■ ASSIGNMENT ■
What's wanted is each entry repeated verbatim, minus its images.

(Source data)
= = = =

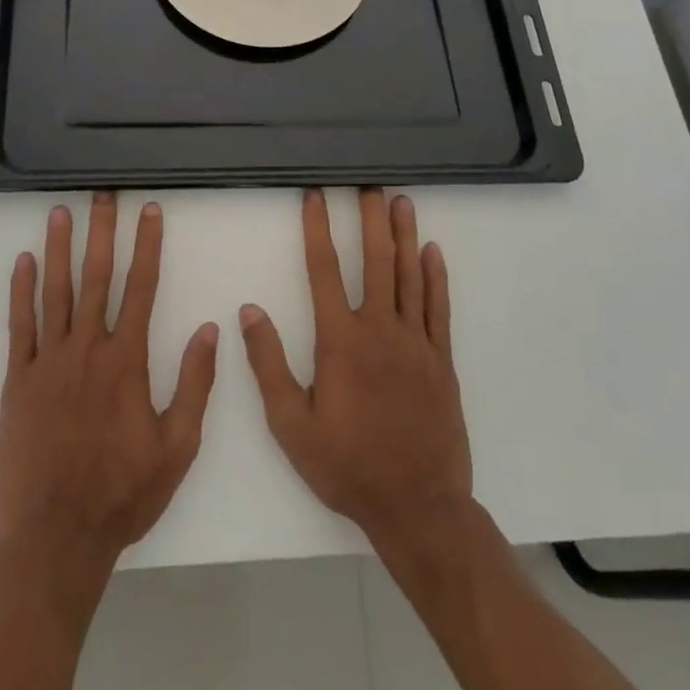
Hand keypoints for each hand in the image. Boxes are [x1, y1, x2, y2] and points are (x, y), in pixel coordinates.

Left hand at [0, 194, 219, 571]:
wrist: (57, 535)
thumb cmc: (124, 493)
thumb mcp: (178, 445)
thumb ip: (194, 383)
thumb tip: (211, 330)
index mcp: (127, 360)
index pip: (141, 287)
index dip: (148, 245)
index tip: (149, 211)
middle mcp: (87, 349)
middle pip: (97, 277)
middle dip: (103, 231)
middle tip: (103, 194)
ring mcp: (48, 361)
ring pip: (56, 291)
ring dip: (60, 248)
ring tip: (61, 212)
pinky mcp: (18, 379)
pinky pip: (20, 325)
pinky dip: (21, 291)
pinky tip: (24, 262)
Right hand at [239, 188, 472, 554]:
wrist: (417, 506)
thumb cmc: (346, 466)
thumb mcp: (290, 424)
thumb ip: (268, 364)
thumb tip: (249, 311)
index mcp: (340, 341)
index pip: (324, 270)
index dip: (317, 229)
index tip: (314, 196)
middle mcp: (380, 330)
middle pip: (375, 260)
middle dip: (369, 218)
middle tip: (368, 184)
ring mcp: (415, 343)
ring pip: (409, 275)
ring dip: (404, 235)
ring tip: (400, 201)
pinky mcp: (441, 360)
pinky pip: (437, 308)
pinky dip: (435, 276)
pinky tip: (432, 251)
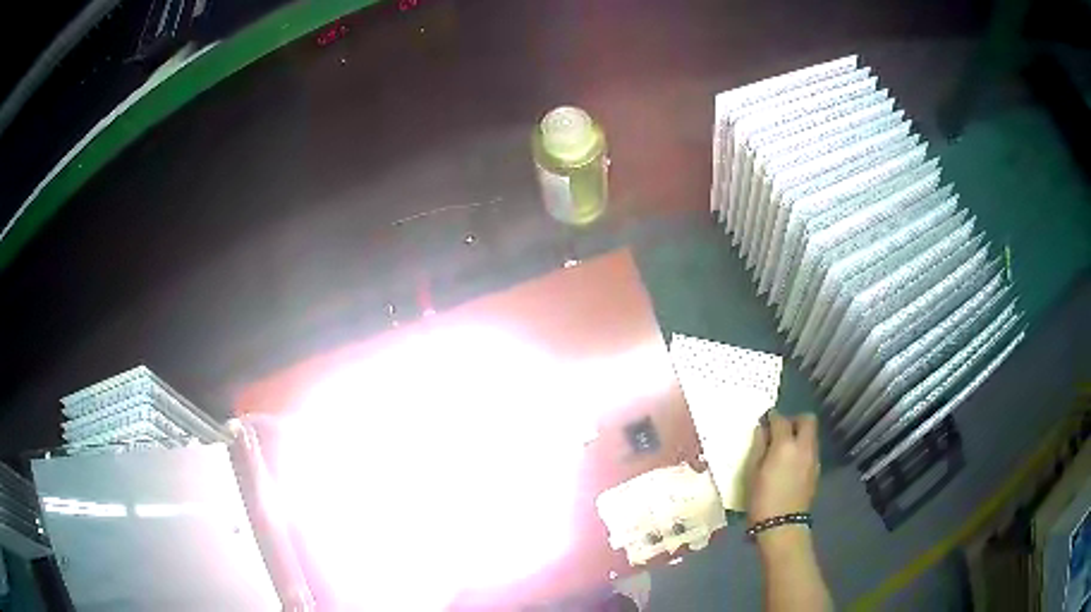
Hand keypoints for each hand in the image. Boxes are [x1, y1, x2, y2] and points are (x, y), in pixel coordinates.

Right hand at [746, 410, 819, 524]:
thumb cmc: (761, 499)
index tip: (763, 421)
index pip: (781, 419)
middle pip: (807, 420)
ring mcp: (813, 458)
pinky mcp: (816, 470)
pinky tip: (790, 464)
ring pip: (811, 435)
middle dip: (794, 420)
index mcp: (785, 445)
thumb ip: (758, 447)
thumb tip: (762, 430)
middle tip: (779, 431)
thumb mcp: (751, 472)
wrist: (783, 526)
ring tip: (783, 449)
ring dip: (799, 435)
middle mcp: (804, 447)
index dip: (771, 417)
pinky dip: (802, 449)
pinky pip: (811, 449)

= = = =

■ TASK RESULT ■
Hand keypoints for each hand in the image. Boxes are [x1, y1, x2, y2] and points are (x, y), in pixel coordinates.

Left hand at [0, 194, 219, 571]:
wrist: (57, 535)
thumb cmc: (124, 493)
thumb mcp: (178, 445)
thumb ip: (194, 383)
thumb tip: (211, 330)
index mcp: (127, 360)
index pip: (141, 287)
index dip: (148, 245)
index tip: (149, 211)
middle mcp: (87, 349)
middle pip: (97, 277)
middle dip: (103, 231)
middle tip: (103, 194)
ring mcp: (48, 361)
ring pip: (56, 291)
ring dip: (60, 248)
ring tip: (61, 212)
pinky mcp: (18, 379)
pinky pip: (20, 325)
pinky dip: (21, 291)
pinky tip: (24, 262)
Right hand at [239, 188, 472, 554]:
wrist: (417, 506)
thumb cmc: (346, 466)
thumb mcp: (290, 424)
thumb ip: (268, 364)
thumb tip: (249, 311)
index mcp: (340, 341)
index pip: (324, 270)
index dip: (317, 229)
index tip: (314, 196)
middle mcp: (380, 330)
middle pip: (375, 260)
middle dip: (369, 218)
middle tip: (368, 184)
ring mcp: (415, 343)
ring pip: (409, 275)
ring dip: (404, 235)
ring tip: (400, 201)
pinky mcp: (441, 360)
pinky pip: (437, 308)
pinky dip: (435, 276)
pinky tip: (432, 251)
Hand keypoints for each hand in the image. Boxes are [x1, y1, x2, y2] and points are (x, y), in pixel coordinates.

Right hand at [746, 410, 819, 524]:
thumb cmc: (761, 499)
index tip: (763, 421)
index pip: (781, 419)
middle pip: (807, 420)
ring mcp: (813, 458)
pinky mcp: (816, 470)
pinky tip: (790, 464)
ring pip: (811, 435)
middle dip: (794, 420)
index mcp: (785, 445)
thumb ip: (758, 447)
thumb tip: (762, 430)
middle tip: (779, 431)
thumb mcp: (751, 472)
wrist: (783, 526)
ring tip: (783, 449)
ring dip: (799, 435)
middle mcp: (804, 447)
index dip: (771, 417)
pinky dip: (802, 449)
pinky pip: (811, 449)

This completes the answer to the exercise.